- _Task material_

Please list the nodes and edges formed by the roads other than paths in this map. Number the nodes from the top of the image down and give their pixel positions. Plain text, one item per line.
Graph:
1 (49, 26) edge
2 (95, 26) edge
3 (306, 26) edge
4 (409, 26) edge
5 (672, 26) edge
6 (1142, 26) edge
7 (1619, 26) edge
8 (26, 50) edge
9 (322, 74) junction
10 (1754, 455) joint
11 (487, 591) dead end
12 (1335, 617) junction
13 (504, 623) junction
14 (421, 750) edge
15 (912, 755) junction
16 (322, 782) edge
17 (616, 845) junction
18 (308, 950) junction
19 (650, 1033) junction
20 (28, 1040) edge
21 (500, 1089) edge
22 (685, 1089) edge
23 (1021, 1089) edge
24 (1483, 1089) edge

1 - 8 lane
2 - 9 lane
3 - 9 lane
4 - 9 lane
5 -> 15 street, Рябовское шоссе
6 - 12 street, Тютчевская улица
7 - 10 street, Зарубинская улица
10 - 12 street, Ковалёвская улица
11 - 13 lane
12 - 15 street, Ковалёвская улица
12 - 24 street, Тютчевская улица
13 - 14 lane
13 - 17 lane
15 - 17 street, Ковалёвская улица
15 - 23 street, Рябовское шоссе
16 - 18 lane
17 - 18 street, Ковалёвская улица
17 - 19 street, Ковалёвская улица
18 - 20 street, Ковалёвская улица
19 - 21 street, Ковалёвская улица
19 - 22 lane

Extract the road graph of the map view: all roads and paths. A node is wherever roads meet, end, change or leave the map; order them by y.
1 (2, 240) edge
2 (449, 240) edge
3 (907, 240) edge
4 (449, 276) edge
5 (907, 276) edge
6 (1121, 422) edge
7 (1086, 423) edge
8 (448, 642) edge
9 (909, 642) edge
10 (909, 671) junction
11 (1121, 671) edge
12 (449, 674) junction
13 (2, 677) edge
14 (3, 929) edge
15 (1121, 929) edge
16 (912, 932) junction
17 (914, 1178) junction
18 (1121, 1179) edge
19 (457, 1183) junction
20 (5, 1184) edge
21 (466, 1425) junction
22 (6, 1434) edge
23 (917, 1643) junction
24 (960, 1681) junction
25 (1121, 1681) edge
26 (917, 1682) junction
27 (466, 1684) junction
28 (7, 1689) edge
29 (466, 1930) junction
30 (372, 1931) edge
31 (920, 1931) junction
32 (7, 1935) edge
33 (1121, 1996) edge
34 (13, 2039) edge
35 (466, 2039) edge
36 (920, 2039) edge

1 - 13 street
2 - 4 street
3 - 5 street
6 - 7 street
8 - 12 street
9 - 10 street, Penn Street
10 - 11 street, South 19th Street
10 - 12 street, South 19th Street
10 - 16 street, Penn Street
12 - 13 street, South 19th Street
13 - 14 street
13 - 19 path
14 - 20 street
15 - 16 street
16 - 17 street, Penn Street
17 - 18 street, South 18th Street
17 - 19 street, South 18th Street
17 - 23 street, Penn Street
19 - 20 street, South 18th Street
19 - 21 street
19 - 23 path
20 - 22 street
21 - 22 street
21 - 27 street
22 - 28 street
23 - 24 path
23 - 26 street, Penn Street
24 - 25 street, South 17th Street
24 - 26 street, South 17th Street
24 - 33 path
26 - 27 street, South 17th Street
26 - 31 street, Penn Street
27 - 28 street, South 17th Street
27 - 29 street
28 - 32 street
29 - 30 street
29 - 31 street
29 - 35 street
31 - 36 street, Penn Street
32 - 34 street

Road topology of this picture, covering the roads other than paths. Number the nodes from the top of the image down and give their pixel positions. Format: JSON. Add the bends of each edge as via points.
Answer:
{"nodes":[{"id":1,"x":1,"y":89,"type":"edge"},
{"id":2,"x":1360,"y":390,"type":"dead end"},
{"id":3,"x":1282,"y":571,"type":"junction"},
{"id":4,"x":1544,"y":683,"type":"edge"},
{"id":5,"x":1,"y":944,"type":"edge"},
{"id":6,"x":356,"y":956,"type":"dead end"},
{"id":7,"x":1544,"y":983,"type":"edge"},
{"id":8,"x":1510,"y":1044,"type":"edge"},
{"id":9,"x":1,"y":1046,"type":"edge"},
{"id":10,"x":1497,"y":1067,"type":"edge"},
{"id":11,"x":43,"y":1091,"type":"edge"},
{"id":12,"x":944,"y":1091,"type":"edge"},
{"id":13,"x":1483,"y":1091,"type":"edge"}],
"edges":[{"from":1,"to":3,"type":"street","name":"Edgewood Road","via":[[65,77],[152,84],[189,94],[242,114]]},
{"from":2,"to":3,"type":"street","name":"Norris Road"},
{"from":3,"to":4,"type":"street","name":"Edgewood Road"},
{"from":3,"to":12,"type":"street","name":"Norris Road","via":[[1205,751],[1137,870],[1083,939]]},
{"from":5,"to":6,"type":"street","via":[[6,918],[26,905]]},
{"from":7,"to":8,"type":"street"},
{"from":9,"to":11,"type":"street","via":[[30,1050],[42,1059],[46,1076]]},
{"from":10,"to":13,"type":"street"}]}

- _Assignment_
Retype every line of the listing exactly as it appears.

- _Response area_
Please list the nodes and edges formed by the roads other than paths in this map. Number the nodes from the top of the image down and give their pixel positions. Plain text, one item per line.
Graph:
1 (49, 26) edge
2 (95, 26) edge
3 (306, 26) edge
4 (409, 26) edge
5 (672, 26) edge
6 (1142, 26) edge
7 (1619, 26) edge
8 (26, 50) edge
9 (322, 74) junction
10 (1754, 455) joint
11 (487, 591) dead end
12 (1335, 617) junction
13 (504, 623) junction
14 (421, 750) edge
15 (912, 755) junction
16 (322, 782) edge
17 (616, 845) junction
18 (308, 950) junction
19 (650, 1033) junction
20 (28, 1040) edge
21 (500, 1089) edge
22 (685, 1089) edge
23 (1021, 1089) edge
24 (1483, 1089) edge

1 - 8 lane
2 - 9 lane
3 - 9 lane
4 - 9 lane
5 -> 15 street, Рябовское шоссе
6 - 12 street, Тютчевская улица
7 - 10 street, Зарубинская улица
10 - 12 street, Ковалёвская улица
11 - 13 lane
12 - 15 street, Ковалёвская улица
12 - 24 street, Тютчевская улица
13 - 14 lane
13 - 17 lane
15 - 17 street, Ковалёвская улица
15 - 23 street, Рябовское шоссе
16 - 18 lane
17 - 18 street, Ковалёвская улица
17 - 19 street, Ковалёвская улица
18 - 20 street, Ковалёвская улица
19 - 21 street, Ковалёвская улица
19 - 22 lane

Extract the road graph of the map view: all roads and paths. A node is wherever roads meet, end, change or leave the map; order them by y.
1 (2, 240) edge
2 (449, 240) edge
3 (907, 240) edge
4 (449, 276) edge
5 (907, 276) edge
6 (1121, 422) edge
7 (1086, 423) edge
8 (448, 642) edge
9 (909, 642) edge
10 (909, 671) junction
11 (1121, 671) edge
12 (449, 674) junction
13 (2, 677) edge
14 (3, 929) edge
15 (1121, 929) edge
16 (912, 932) junction
17 (914, 1178) junction
18 (1121, 1179) edge
19 (457, 1183) junction
20 (5, 1184) edge
21 (466, 1425) junction
22 (6, 1434) edge
23 (917, 1643) junction
24 (960, 1681) junction
25 (1121, 1681) edge
26 (917, 1682) junction
27 (466, 1684) junction
28 (7, 1689) edge
29 (466, 1930) junction
30 (372, 1931) edge
31 (920, 1931) junction
32 (7, 1935) edge
33 (1121, 1996) edge
34 (13, 2039) edge
35 (466, 2039) edge
36 (920, 2039) edge

1 - 13 street
2 - 4 street
3 - 5 street
6 - 7 street
8 - 12 street
9 - 10 street, Penn Street
10 - 11 street, South 19th Street
10 - 12 street, South 19th Street
10 - 16 street, Penn Street
12 - 13 street, South 19th Street
13 - 14 street
13 - 19 path
14 - 20 street
15 - 16 street
16 - 17 street, Penn Street
17 - 18 street, South 18th Street
17 - 19 street, South 18th Street
17 - 23 street, Penn Street
19 - 20 street, South 18th Street
19 - 21 street
19 - 23 path
20 - 22 street
21 - 22 street
21 - 27 street
22 - 28 street
23 - 24 path
23 - 26 street, Penn Street
24 - 25 street, South 17th Street
24 - 26 street, South 17th Street
24 - 33 path
26 - 27 street, South 17th Street
26 - 31 street, Penn Street
27 - 28 street, South 17th Street
27 - 29 street
28 - 32 street
29 - 30 street
29 - 31 street
29 - 35 street
31 - 36 street, Penn Street
32 - 34 street

Road topology of this picture, covering the roads other than paths. Number the nodes from the top of the image down and give their pixel positions. Format: JSON. Add the bends of each edge as via points.
Answer:
{"nodes":[{"id":1,"x":1,"y":89,"type":"edge"},
{"id":2,"x":1360,"y":390,"type":"dead end"},
{"id":3,"x":1282,"y":571,"type":"junction"},
{"id":4,"x":1544,"y":683,"type":"edge"},
{"id":5,"x":1,"y":944,"type":"edge"},
{"id":6,"x":356,"y":956,"type":"dead end"},
{"id":7,"x":1544,"y":983,"type":"edge"},
{"id":8,"x":1510,"y":1044,"type":"edge"},
{"id":9,"x":1,"y":1046,"type":"edge"},
{"id":10,"x":1497,"y":1067,"type":"edge"},
{"id":11,"x":43,"y":1091,"type":"edge"},
{"id":12,"x":944,"y":1091,"type":"edge"},
{"id":13,"x":1483,"y":1091,"type":"edge"}],
"edges":[{"from":1,"to":3,"type":"street","name":"Edgewood Road","via":[[65,77],[152,84],[189,94],[242,114]]},
{"from":2,"to":3,"type":"street","name":"Norris Road"},
{"from":3,"to":4,"type":"street","name":"Edgewood Road"},
{"from":3,"to":12,"type":"street","name":"Norris Road","via":[[1205,751],[1137,870],[1083,939]]},
{"from":5,"to":6,"type":"street","via":[[6,918],[26,905]]},
{"from":7,"to":8,"type":"street"},
{"from":9,"to":11,"type":"street","via":[[30,1050],[42,1059],[46,1076]]},
{"from":10,"to":13,"type":"street"}]}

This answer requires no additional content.